N'importe quel investisseur, du particulier au fonds géant, est tenté de faire mieux que son voisin. C'est très humain. Mais est-ce vraiment nécessaire ?
Battre le marché, c'est faire mieux qu'un indice de référence comme le CAC 40 ou le Nasdaq sur une période donnée. L'ambition paraît raisonnable : si des milliers d'analystes passent leurs journées à éplucher des bilans et à modéliser des flux de trésorerie, c'est bien pour dégager un avantage sur celui qui se contente d'acheter l'indice. En théorie. En pratique, les chiffres sont nettement moins encourageants.
Chaque année, S&P Dow Jones Indices publie son étude SPIVA, qui compare les fonds gérés activement à leurs indices de référence. Le constat est remarquablement constant : plus l'horizon s'allonge, plus la proportion de gérants battus par leur indice augmente. Sur dix ans, elle dépasse 80% dans de nombreuses catégories et atteint parfois 90%. Sur vingt ans, les survivants capables d'une surperformance nette durable deviennent rares.
Pourquoi cette hécatombe ? Trois mécanismes se combinent
Le premier est mathématique.
Pris dans leur ensemble, les investisseurs ne peuvent pas faire mieux que le marché qu'ils composent : avant frais, la surperformance des uns est compensée par la sous-performance des autres. Après frais de gestion, commissions et coûts de transaction, le bilan devient mécaniquement moins favorable.
Le deuxième, c'est la concurrence.
Les marchés concentrent une masse extraordinaire de cerveaux, de capitaux et de technologie. Dès qu'une information exploitable apparaît, des milliers d'acteurs cherchent à en tirer parti, et les occasions évidentes disparaissent vite. Les marchés ne sont pas parfaitement efficaces. Ils peuvent surestimer une mode ou sous-estimer une rupture. Mais repérer ces erreurs avant tout le monde, avec assez de conviction pour en profiter, reste difficile.
Le troisième nous concerne directement : la psychologie.
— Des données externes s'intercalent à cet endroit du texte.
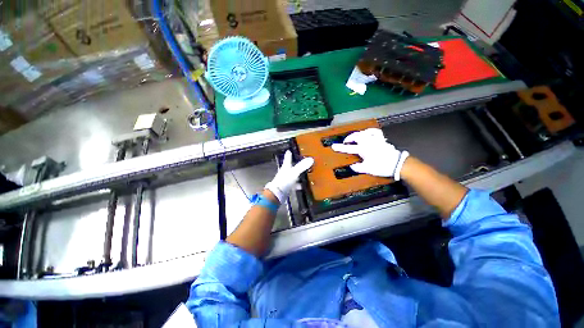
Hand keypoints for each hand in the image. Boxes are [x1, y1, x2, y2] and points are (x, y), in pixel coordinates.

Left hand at [265, 150, 313, 202]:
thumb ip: (302, 166)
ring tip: (305, 174)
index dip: (289, 154)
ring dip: (298, 175)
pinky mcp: (288, 187)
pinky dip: (299, 184)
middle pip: (291, 166)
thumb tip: (311, 159)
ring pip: (293, 175)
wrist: (277, 194)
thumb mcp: (294, 172)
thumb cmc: (285, 181)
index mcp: (286, 166)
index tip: (289, 150)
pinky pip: (295, 184)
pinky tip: (303, 186)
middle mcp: (285, 172)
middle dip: (295, 164)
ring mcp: (286, 180)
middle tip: (301, 162)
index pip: (288, 158)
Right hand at [331, 128, 408, 179]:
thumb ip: (358, 167)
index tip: (333, 146)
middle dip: (349, 138)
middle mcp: (368, 142)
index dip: (340, 147)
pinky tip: (367, 132)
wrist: (398, 164)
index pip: (349, 148)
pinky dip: (369, 131)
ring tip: (355, 138)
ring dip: (357, 134)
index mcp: (363, 149)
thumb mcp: (368, 169)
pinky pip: (375, 132)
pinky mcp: (381, 139)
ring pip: (363, 132)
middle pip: (356, 136)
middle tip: (345, 142)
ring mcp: (375, 139)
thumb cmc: (381, 167)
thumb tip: (352, 166)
L'investisseur a un penchant naturel à faire l'inverse de ce qu'il devrait. Il achète après la hausse, quand l'enthousiasme est au sommet, et vend dans la baisse, quand la peur l'emporte. Parmi tous ces biais, l'un est particulièrement dangereux : l'appât du gain. C'est lui qui pousse à concentrer son portefeuille sur la valeur du moment, à courir après une hausse déjà avancée ou à emprunter pour amplifier ses positions. L'envie de gagner plus, et surtout plus vite, fait prendre des risques qu'on n'accepterait pas la tête froide. C'est souvent ainsi qu'un bon investisseur se transforme en mauvais spéculateur.
Cela ne veut pas dire que personne n'y parvient. Certains battent le marché durablement, et pas seulement par chance : Warren Buffett comme Peter Lynch sont difficiles à expliquer par le hasard. Il en existe d'autres, bien sûr. Mais beaucoup moins qu'on ne l'imagine. Et surtout, très difficiles à identifier à l'avance.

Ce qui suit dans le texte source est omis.